[What is needed] Every entry must be echoed exactly.

[Entries shown]
+++

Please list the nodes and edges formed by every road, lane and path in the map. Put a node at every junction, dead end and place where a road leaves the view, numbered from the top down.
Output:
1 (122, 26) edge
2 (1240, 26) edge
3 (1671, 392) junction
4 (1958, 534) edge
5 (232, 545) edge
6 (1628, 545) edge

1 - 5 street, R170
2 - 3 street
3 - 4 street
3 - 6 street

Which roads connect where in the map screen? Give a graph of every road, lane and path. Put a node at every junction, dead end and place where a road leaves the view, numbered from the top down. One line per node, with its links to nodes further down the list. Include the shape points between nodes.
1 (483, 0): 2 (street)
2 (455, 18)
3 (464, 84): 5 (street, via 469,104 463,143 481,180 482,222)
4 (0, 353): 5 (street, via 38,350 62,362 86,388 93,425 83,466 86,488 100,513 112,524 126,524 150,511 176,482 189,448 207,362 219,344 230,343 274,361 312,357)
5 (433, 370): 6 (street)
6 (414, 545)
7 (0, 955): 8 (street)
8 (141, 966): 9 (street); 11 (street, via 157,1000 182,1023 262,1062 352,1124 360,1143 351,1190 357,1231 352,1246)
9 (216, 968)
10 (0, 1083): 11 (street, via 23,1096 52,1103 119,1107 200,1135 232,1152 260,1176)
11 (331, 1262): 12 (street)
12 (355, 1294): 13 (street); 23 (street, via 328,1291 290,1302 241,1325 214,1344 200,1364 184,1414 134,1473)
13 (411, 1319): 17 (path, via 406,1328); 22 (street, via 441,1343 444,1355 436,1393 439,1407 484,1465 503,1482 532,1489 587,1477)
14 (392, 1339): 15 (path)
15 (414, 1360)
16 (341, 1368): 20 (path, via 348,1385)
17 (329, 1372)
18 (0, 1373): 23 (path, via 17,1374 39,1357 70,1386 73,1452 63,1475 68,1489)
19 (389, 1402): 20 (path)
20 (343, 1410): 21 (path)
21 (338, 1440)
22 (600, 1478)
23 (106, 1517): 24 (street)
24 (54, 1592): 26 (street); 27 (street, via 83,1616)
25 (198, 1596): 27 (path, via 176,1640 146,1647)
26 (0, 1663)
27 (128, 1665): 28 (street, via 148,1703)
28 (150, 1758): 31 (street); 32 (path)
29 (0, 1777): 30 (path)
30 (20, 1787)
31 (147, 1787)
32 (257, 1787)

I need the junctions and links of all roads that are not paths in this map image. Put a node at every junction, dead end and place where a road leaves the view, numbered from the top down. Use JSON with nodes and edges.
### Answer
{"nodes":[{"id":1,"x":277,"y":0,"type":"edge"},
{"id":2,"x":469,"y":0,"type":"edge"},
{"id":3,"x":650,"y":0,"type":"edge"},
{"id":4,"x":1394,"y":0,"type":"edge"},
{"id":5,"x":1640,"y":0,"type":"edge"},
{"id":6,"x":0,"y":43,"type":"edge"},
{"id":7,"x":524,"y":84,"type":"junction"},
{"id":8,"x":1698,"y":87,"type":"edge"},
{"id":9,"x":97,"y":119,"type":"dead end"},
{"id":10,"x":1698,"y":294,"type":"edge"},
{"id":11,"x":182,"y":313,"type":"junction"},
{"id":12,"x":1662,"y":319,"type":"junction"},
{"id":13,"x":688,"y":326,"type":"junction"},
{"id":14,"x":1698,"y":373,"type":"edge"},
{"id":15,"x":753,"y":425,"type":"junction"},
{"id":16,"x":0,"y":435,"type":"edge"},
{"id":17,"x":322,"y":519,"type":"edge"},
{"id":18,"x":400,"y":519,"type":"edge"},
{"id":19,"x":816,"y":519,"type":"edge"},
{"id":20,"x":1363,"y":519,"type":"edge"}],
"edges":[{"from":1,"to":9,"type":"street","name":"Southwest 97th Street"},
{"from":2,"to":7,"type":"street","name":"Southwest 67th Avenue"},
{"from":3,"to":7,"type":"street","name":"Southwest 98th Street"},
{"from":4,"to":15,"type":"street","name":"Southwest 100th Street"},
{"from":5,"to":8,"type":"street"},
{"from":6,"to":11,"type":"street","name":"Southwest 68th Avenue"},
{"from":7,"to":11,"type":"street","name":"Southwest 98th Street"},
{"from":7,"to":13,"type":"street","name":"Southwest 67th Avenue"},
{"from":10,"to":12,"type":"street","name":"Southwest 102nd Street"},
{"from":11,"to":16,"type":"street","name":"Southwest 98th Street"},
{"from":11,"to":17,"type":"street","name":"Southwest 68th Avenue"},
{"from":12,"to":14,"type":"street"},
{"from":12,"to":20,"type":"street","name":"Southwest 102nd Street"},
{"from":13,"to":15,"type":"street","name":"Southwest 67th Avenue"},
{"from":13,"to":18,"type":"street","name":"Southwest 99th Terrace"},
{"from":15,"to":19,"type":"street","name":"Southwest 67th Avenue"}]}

+++

[Solution to this problem]
Please list the nodes and edges formed by every road, lane and path in the map. Put a node at every junction, dead end and place where a road leaves the view, numbered from the top down.
Output:
1 (122, 26) edge
2 (1240, 26) edge
3 (1671, 392) junction
4 (1958, 534) edge
5 (232, 545) edge
6 (1628, 545) edge

1 - 5 street, R170
2 - 3 street
3 - 4 street
3 - 6 street

Which roads connect where in the map screen? Give a graph of every road, lane and path. Put a node at every junction, dead end and place where a road leaves the view, numbered from the top down. One line per node, with its links to nodes further down the list. Include the shape points between nodes.
1 (483, 0): 2 (street)
2 (455, 18)
3 (464, 84): 5 (street, via 469,104 463,143 481,180 482,222)
4 (0, 353): 5 (street, via 38,350 62,362 86,388 93,425 83,466 86,488 100,513 112,524 126,524 150,511 176,482 189,448 207,362 219,344 230,343 274,361 312,357)
5 (433, 370): 6 (street)
6 (414, 545)
7 (0, 955): 8 (street)
8 (141, 966): 9 (street); 11 (street, via 157,1000 182,1023 262,1062 352,1124 360,1143 351,1190 357,1231 352,1246)
9 (216, 968)
10 (0, 1083): 11 (street, via 23,1096 52,1103 119,1107 200,1135 232,1152 260,1176)
11 (331, 1262): 12 (street)
12 (355, 1294): 13 (street); 23 (street, via 328,1291 290,1302 241,1325 214,1344 200,1364 184,1414 134,1473)
13 (411, 1319): 17 (path, via 406,1328); 22 (street, via 441,1343 444,1355 436,1393 439,1407 484,1465 503,1482 532,1489 587,1477)
14 (392, 1339): 15 (path)
15 (414, 1360)
16 (341, 1368): 20 (path, via 348,1385)
17 (329, 1372)
18 (0, 1373): 23 (path, via 17,1374 39,1357 70,1386 73,1452 63,1475 68,1489)
19 (389, 1402): 20 (path)
20 (343, 1410): 21 (path)
21 (338, 1440)
22 (600, 1478)
23 (106, 1517): 24 (street)
24 (54, 1592): 26 (street); 27 (street, via 83,1616)
25 (198, 1596): 27 (path, via 176,1640 146,1647)
26 (0, 1663)
27 (128, 1665): 28 (street, via 148,1703)
28 (150, 1758): 31 (street); 32 (path)
29 (0, 1777): 30 (path)
30 (20, 1787)
31 (147, 1787)
32 (257, 1787)

I need the junctions and links of all roads that are not paths in this map image. Put a node at every junction, dead end and place where a road leaves the view, numbered from the top down. Use JSON with nodes and edges.
### Answer
{"nodes":[{"id":1,"x":277,"y":0,"type":"edge"},
{"id":2,"x":469,"y":0,"type":"edge"},
{"id":3,"x":650,"y":0,"type":"edge"},
{"id":4,"x":1394,"y":0,"type":"edge"},
{"id":5,"x":1640,"y":0,"type":"edge"},
{"id":6,"x":0,"y":43,"type":"edge"},
{"id":7,"x":524,"y":84,"type":"junction"},
{"id":8,"x":1698,"y":87,"type":"edge"},
{"id":9,"x":97,"y":119,"type":"dead end"},
{"id":10,"x":1698,"y":294,"type":"edge"},
{"id":11,"x":182,"y":313,"type":"junction"},
{"id":12,"x":1662,"y":319,"type":"junction"},
{"id":13,"x":688,"y":326,"type":"junction"},
{"id":14,"x":1698,"y":373,"type":"edge"},
{"id":15,"x":753,"y":425,"type":"junction"},
{"id":16,"x":0,"y":435,"type":"edge"},
{"id":17,"x":322,"y":519,"type":"edge"},
{"id":18,"x":400,"y":519,"type":"edge"},
{"id":19,"x":816,"y":519,"type":"edge"},
{"id":20,"x":1363,"y":519,"type":"edge"}],
"edges":[{"from":1,"to":9,"type":"street","name":"Southwest 97th Street"},
{"from":2,"to":7,"type":"street","name":"Southwest 67th Avenue"},
{"from":3,"to":7,"type":"street","name":"Southwest 98th Street"},
{"from":4,"to":15,"type":"street","name":"Southwest 100th Street"},
{"from":5,"to":8,"type":"street"},
{"from":6,"to":11,"type":"street","name":"Southwest 68th Avenue"},
{"from":7,"to":11,"type":"street","name":"Southwest 98th Street"},
{"from":7,"to":13,"type":"street","name":"Southwest 67th Avenue"},
{"from":10,"to":12,"type":"street","name":"Southwest 102nd Street"},
{"from":11,"to":16,"type":"street","name":"Southwest 98th Street"},
{"from":11,"to":17,"type":"street","name":"Southwest 68th Avenue"},
{"from":12,"to":14,"type":"street"},
{"from":12,"to":20,"type":"street","name":"Southwest 102nd Street"},
{"from":13,"to":15,"type":"street","name":"Southwest 67th Avenue"},
{"from":13,"to":18,"type":"street","name":"Southwest 99th Terrace"},
{"from":15,"to":19,"type":"street","name":"Southwest 67th Avenue"}]}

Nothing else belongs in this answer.